=== Begin Enclosure ===

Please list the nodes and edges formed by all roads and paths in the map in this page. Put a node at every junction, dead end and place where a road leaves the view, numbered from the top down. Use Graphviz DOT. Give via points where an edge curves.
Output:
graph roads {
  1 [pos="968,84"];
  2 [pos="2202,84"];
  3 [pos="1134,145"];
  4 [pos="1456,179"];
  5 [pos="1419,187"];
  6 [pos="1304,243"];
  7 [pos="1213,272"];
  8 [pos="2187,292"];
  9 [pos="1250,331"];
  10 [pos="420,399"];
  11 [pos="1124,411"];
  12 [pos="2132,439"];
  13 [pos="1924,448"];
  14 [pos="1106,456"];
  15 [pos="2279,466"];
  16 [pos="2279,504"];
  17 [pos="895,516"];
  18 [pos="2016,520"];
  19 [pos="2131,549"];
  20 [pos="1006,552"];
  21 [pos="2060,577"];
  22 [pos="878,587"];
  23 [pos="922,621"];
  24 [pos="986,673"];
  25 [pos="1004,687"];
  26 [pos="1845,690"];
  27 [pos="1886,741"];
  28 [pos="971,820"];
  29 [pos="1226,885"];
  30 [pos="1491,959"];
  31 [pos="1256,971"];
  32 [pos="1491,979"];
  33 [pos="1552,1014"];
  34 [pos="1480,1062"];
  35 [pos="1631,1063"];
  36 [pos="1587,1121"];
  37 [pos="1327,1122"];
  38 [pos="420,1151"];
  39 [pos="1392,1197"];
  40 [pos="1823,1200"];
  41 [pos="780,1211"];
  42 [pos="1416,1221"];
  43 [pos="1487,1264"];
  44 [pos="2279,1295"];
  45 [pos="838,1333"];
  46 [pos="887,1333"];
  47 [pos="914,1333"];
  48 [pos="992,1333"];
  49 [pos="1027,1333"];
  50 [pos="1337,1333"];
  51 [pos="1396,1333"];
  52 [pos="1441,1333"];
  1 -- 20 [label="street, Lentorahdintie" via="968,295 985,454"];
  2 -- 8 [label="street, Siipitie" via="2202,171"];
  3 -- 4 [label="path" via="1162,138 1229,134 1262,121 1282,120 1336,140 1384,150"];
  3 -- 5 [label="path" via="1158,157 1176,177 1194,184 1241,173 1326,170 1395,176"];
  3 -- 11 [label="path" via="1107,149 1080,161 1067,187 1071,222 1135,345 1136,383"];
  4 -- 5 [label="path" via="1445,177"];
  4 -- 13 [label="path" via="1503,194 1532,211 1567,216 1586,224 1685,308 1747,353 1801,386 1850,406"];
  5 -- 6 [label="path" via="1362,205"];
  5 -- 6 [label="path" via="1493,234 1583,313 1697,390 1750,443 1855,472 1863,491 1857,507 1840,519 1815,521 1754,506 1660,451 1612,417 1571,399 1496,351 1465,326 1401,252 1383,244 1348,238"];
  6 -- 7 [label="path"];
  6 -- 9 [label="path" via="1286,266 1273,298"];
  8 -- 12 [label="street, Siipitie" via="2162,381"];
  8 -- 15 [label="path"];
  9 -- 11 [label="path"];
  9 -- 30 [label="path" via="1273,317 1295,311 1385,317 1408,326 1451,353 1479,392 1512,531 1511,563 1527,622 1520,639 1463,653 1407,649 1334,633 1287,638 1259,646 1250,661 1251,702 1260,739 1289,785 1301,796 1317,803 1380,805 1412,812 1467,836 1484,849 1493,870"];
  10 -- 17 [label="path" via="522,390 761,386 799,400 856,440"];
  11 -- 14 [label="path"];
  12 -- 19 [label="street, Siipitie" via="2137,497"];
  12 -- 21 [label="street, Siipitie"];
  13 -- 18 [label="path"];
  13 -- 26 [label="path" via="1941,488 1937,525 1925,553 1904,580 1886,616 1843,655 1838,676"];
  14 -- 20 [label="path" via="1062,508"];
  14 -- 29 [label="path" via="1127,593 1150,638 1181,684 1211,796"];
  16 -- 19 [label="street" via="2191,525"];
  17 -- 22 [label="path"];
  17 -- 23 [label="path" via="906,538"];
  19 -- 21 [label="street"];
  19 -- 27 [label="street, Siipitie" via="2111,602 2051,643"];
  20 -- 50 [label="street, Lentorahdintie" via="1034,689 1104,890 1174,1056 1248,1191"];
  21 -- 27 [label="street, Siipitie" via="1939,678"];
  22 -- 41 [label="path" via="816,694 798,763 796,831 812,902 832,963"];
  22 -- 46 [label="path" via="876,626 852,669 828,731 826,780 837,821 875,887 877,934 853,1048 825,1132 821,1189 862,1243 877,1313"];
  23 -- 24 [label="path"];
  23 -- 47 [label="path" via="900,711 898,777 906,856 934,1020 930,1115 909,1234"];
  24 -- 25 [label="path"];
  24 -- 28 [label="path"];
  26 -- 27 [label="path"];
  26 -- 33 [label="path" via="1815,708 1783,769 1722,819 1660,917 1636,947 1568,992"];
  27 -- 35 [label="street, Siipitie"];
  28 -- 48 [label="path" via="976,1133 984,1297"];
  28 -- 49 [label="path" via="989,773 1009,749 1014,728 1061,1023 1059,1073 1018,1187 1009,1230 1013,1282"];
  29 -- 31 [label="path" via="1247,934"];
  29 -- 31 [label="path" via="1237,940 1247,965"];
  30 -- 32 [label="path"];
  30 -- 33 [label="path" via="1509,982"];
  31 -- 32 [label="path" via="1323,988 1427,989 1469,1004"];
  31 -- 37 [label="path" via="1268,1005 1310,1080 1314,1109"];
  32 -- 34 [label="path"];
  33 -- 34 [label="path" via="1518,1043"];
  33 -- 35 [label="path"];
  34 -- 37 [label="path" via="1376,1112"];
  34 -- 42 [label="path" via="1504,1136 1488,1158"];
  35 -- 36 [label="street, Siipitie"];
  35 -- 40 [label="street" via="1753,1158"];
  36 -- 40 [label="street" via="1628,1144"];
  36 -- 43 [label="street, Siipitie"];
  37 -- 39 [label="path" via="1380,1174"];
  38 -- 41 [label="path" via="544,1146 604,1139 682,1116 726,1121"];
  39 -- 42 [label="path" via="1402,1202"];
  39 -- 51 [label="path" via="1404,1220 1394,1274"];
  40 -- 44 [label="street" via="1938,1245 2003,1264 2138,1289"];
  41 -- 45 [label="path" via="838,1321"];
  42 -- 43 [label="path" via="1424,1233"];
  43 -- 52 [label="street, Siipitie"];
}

=== End Enclosure ===

Set down all of the entries again, keeping every line exactly as it is.

Please list the nodes and edges formed by all roads and paths in the map in this page. Put a node at every junction, dead end and place where a road leaves the view, numbered from the top down. Use Graphviz DOT. Give via points where an edge curves.
Output:
graph roads {
  1 [pos="968,84"];
  2 [pos="2202,84"];
  3 [pos="1134,145"];
  4 [pos="1456,179"];
  5 [pos="1419,187"];
  6 [pos="1304,243"];
  7 [pos="1213,272"];
  8 [pos="2187,292"];
  9 [pos="1250,331"];
  10 [pos="420,399"];
  11 [pos="1124,411"];
  12 [pos="2132,439"];
  13 [pos="1924,448"];
  14 [pos="1106,456"];
  15 [pos="2279,466"];
  16 [pos="2279,504"];
  17 [pos="895,516"];
  18 [pos="2016,520"];
  19 [pos="2131,549"];
  20 [pos="1006,552"];
  21 [pos="2060,577"];
  22 [pos="878,587"];
  23 [pos="922,621"];
  24 [pos="986,673"];
  25 [pos="1004,687"];
  26 [pos="1845,690"];
  27 [pos="1886,741"];
  28 [pos="971,820"];
  29 [pos="1226,885"];
  30 [pos="1491,959"];
  31 [pos="1256,971"];
  32 [pos="1491,979"];
  33 [pos="1552,1014"];
  34 [pos="1480,1062"];
  35 [pos="1631,1063"];
  36 [pos="1587,1121"];
  37 [pos="1327,1122"];
  38 [pos="420,1151"];
  39 [pos="1392,1197"];
  40 [pos="1823,1200"];
  41 [pos="780,1211"];
  42 [pos="1416,1221"];
  43 [pos="1487,1264"];
  44 [pos="2279,1295"];
  45 [pos="838,1333"];
  46 [pos="887,1333"];
  47 [pos="914,1333"];
  48 [pos="992,1333"];
  49 [pos="1027,1333"];
  50 [pos="1337,1333"];
  51 [pos="1396,1333"];
  52 [pos="1441,1333"];
  1 -- 20 [label="street, Lentorahdintie" via="968,295 985,454"];
  2 -- 8 [label="street, Siipitie" via="2202,171"];
  3 -- 4 [label="path" via="1162,138 1229,134 1262,121 1282,120 1336,140 1384,150"];
  3 -- 5 [label="path" via="1158,157 1176,177 1194,184 1241,173 1326,170 1395,176"];
  3 -- 11 [label="path" via="1107,149 1080,161 1067,187 1071,222 1135,345 1136,383"];
  4 -- 5 [label="path" via="1445,177"];
  4 -- 13 [label="path" via="1503,194 1532,211 1567,216 1586,224 1685,308 1747,353 1801,386 1850,406"];
  5 -- 6 [label="path" via="1362,205"];
  5 -- 6 [label="path" via="1493,234 1583,313 1697,390 1750,443 1855,472 1863,491 1857,507 1840,519 1815,521 1754,506 1660,451 1612,417 1571,399 1496,351 1465,326 1401,252 1383,244 1348,238"];
  6 -- 7 [label="path"];
  6 -- 9 [label="path" via="1286,266 1273,298"];
  8 -- 12 [label="street, Siipitie" via="2162,381"];
  8 -- 15 [label="path"];
  9 -- 11 [label="path"];
  9 -- 30 [label="path" via="1273,317 1295,311 1385,317 1408,326 1451,353 1479,392 1512,531 1511,563 1527,622 1520,639 1463,653 1407,649 1334,633 1287,638 1259,646 1250,661 1251,702 1260,739 1289,785 1301,796 1317,803 1380,805 1412,812 1467,836 1484,849 1493,870"];
  10 -- 17 [label="path" via="522,390 761,386 799,400 856,440"];
  11 -- 14 [label="path"];
  12 -- 19 [label="street, Siipitie" via="2137,497"];
  12 -- 21 [label="street, Siipitie"];
  13 -- 18 [label="path"];
  13 -- 26 [label="path" via="1941,488 1937,525 1925,553 1904,580 1886,616 1843,655 1838,676"];
  14 -- 20 [label="path" via="1062,508"];
  14 -- 29 [label="path" via="1127,593 1150,638 1181,684 1211,796"];
  16 -- 19 [label="street" via="2191,525"];
  17 -- 22 [label="path"];
  17 -- 23 [label="path" via="906,538"];
  19 -- 21 [label="street"];
  19 -- 27 [label="street, Siipitie" via="2111,602 2051,643"];
  20 -- 50 [label="street, Lentorahdintie" via="1034,689 1104,890 1174,1056 1248,1191"];
  21 -- 27 [label="street, Siipitie" via="1939,678"];
  22 -- 41 [label="path" via="816,694 798,763 796,831 812,902 832,963"];
  22 -- 46 [label="path" via="876,626 852,669 828,731 826,780 837,821 875,887 877,934 853,1048 825,1132 821,1189 862,1243 877,1313"];
  23 -- 24 [label="path"];
  23 -- 47 [label="path" via="900,711 898,777 906,856 934,1020 930,1115 909,1234"];
  24 -- 25 [label="path"];
  24 -- 28 [label="path"];
  26 -- 27 [label="path"];
  26 -- 33 [label="path" via="1815,708 1783,769 1722,819 1660,917 1636,947 1568,992"];
  27 -- 35 [label="street, Siipitie"];
  28 -- 48 [label="path" via="976,1133 984,1297"];
  28 -- 49 [label="path" via="989,773 1009,749 1014,728 1061,1023 1059,1073 1018,1187 1009,1230 1013,1282"];
  29 -- 31 [label="path" via="1247,934"];
  29 -- 31 [label="path" via="1237,940 1247,965"];
  30 -- 32 [label="path"];
  30 -- 33 [label="path" via="1509,982"];
  31 -- 32 [label="path" via="1323,988 1427,989 1469,1004"];
  31 -- 37 [label="path" via="1268,1005 1310,1080 1314,1109"];
  32 -- 34 [label="path"];
  33 -- 34 [label="path" via="1518,1043"];
  33 -- 35 [label="path"];
  34 -- 37 [label="path" via="1376,1112"];
  34 -- 42 [label="path" via="1504,1136 1488,1158"];
  35 -- 36 [label="street, Siipitie"];
  35 -- 40 [label="street" via="1753,1158"];
  36 -- 40 [label="street" via="1628,1144"];
  36 -- 43 [label="street, Siipitie"];
  37 -- 39 [label="path" via="1380,1174"];
  38 -- 41 [label="path" via="544,1146 604,1139 682,1116 726,1121"];
  39 -- 42 [label="path" via="1402,1202"];
  39 -- 51 [label="path" via="1404,1220 1394,1274"];
  40 -- 44 [label="street" via="1938,1245 2003,1264 2138,1289"];
  41 -- 45 [label="path" via="838,1321"];
  42 -- 43 [label="path" via="1424,1233"];
  43 -- 52 [label="street, Siipitie"];
}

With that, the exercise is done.